Bcachefs - encryption, fsck, and more

From: Kent Overstreet
Date: Wed Mar 15 2017 - 20:09:06 EST

It's been far too long since the last announcement - lots of stuff has been
happening. The biggest milestone has been all the breaking on disk format
changes finally landing, but there's been lots of other stuff going on, too.

On the subject of the breaking on disk format changes - there's an excellent
chance this'll be the last breaking change, so if you're thinking about trying
out bcachefs this is an excellent time.
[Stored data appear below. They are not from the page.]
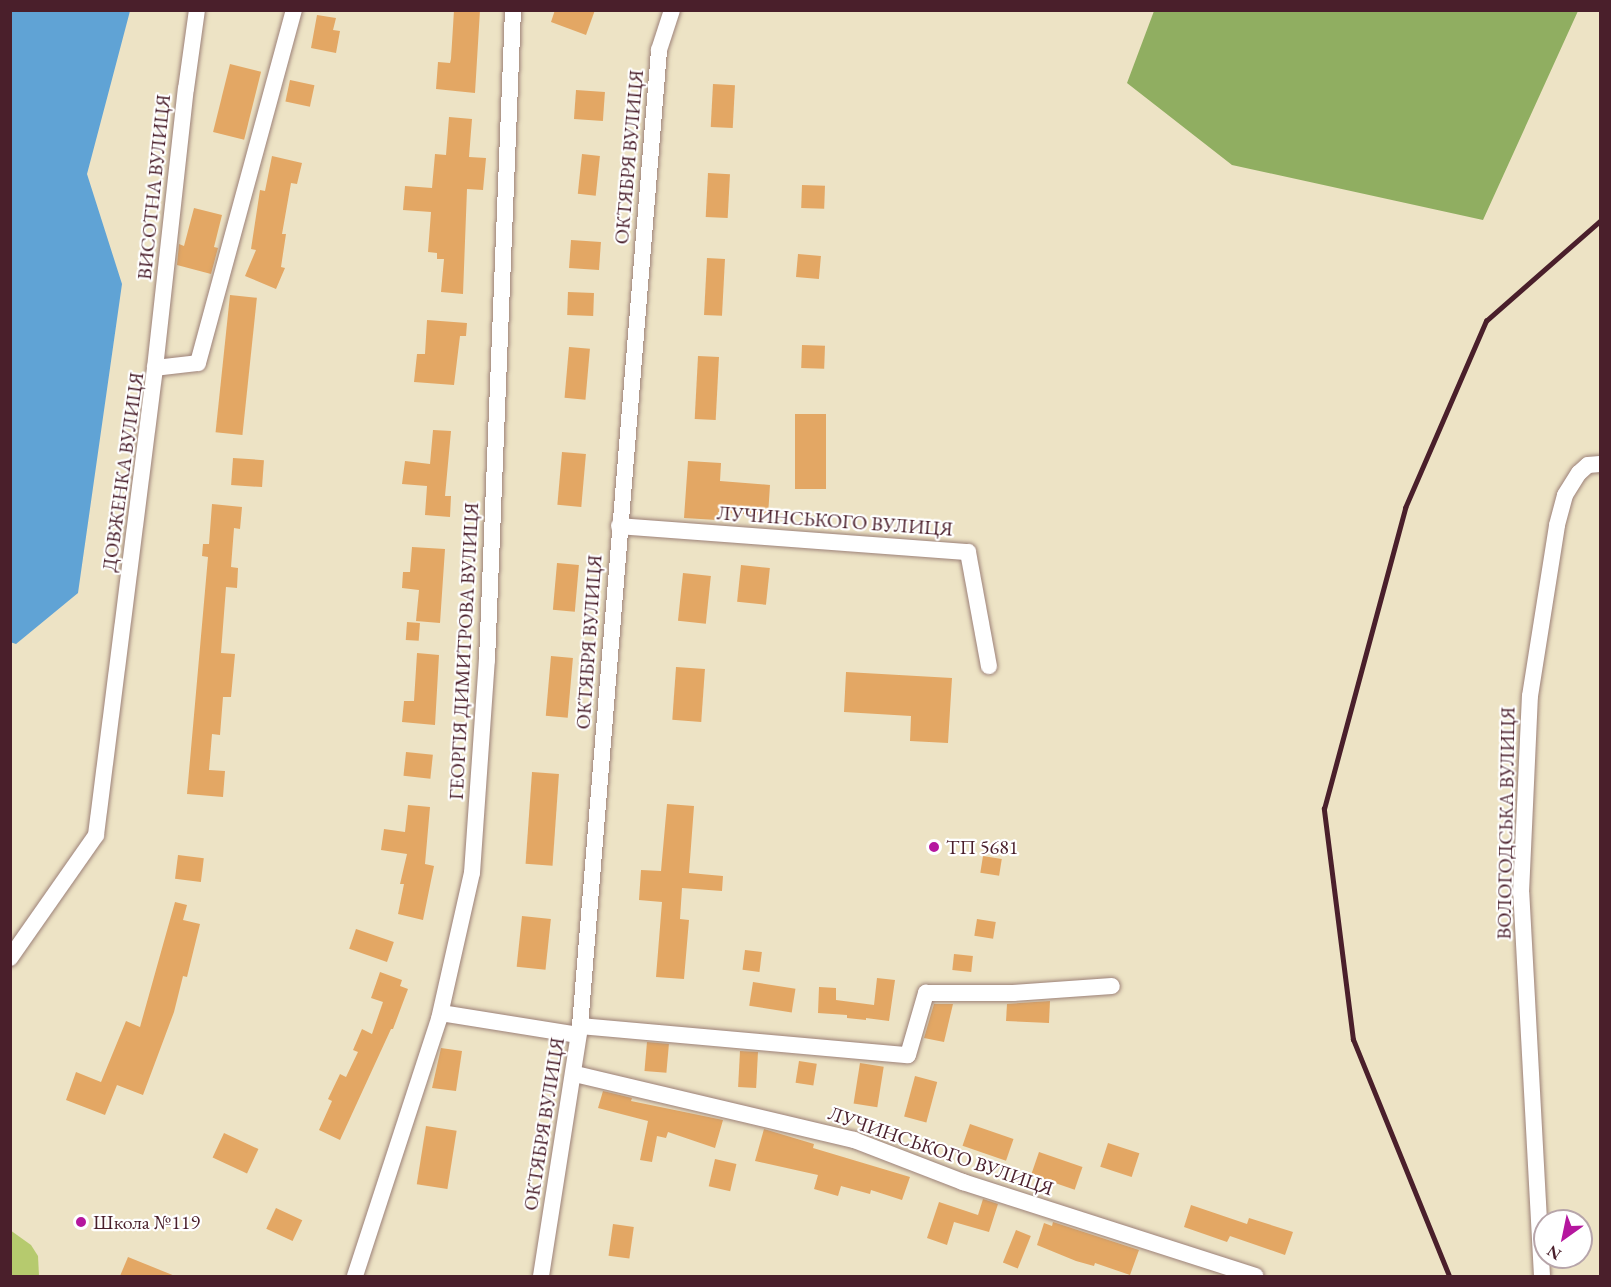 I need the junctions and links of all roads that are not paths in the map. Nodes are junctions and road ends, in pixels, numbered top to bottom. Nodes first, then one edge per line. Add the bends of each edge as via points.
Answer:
1 (197, 10) edge
2 (294, 10) edge
3 (513, 10) edge
4 (672, 10) edge
5 (155, 368) junction
6 (1600, 464) edge
7 (619, 526) junction
8 (989, 666) dead end
9 (10, 958) edge
10 (1112, 986) dead end
11 (441, 1013) junction
12 (579, 1031) junction
13 (574, 1074) junction
14 (356, 1276) edge
15 (541, 1276) edge
16 (1255, 1276) edge
17 (1542, 1276) edge

1 - 5 street, ВИСОТНА ВУЛИЦЯ
2 - 5 street, ДОВЖЕНКА ВУЛИЦЯ via 198,363
3 - 11 street, ГЕОРГІЯ ДИМИТРОВА ВУЛИЦЯ via 486,684 472,873
4 - 7 street, ОКТЯБРЯ ВУЛИЦЯ via 658,50
5 - 9 street, ДОВЖЕНКА ВУЛИЦЯ via 96,835
6 - 17 street, ВОЛОГОДСЬКА ВУЛИЦЯ via 1588,465 1565,495 1530,696 1521,893
7 - 8 street, ЛУЧИНСЬКОГО ВУЛИЦЯ via 968,552
7 - 12 street, ОКТЯБРЯ ВУЛИЦЯ
10 - 12 street via 1013,993 926,993 908,1055
11 - 12 street
11 - 14 street, ГЕОРГІЯ ДИМИТРОВА ВУЛИЦЯ
12 - 13 street, ОКТЯБРЯ ВУЛИЦЯ
13 - 15 street, ОКТЯБРЯ ВУЛИЦЯ
13 - 16 street, ЛУЧИНСЬКОГО ВУЛИЦЯ via 854,1140 963,1182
Also, if you have a filesystem in the
old format, code to read your filesystem is available in the bcachefs-v0 braches
of both linux-bcache and bcache-tools.

More information on getting started with bcachefs is available on the wiki:

What all has changed since the last announcement:

Related to the on disk format changes, we have...
- Encryption

We now have whole filesystem encryption - and this is modern authenticated
encrypted, using ChaCha20 and Poly1305. Bcachefs's encryption isn't a direct
competitor to ext4's encryption - unlike ext4, we can't currently encrypt
only part of the filesystem, and then mount and use the rest of the
filesystem without providing the encryption key. It's more of a better
dm-crypt - block layer encryption is somewhat of a pile of hacks [1] and it's
not possible to do authenticated encryption at the block layer, but it is in
a copy on write filesystem.

In my (relatively brief) performance testing, bcachefs's encryption performs
for me almost identically to dm-crypt (which I was surprised by, given that
they're using completely different ciphers).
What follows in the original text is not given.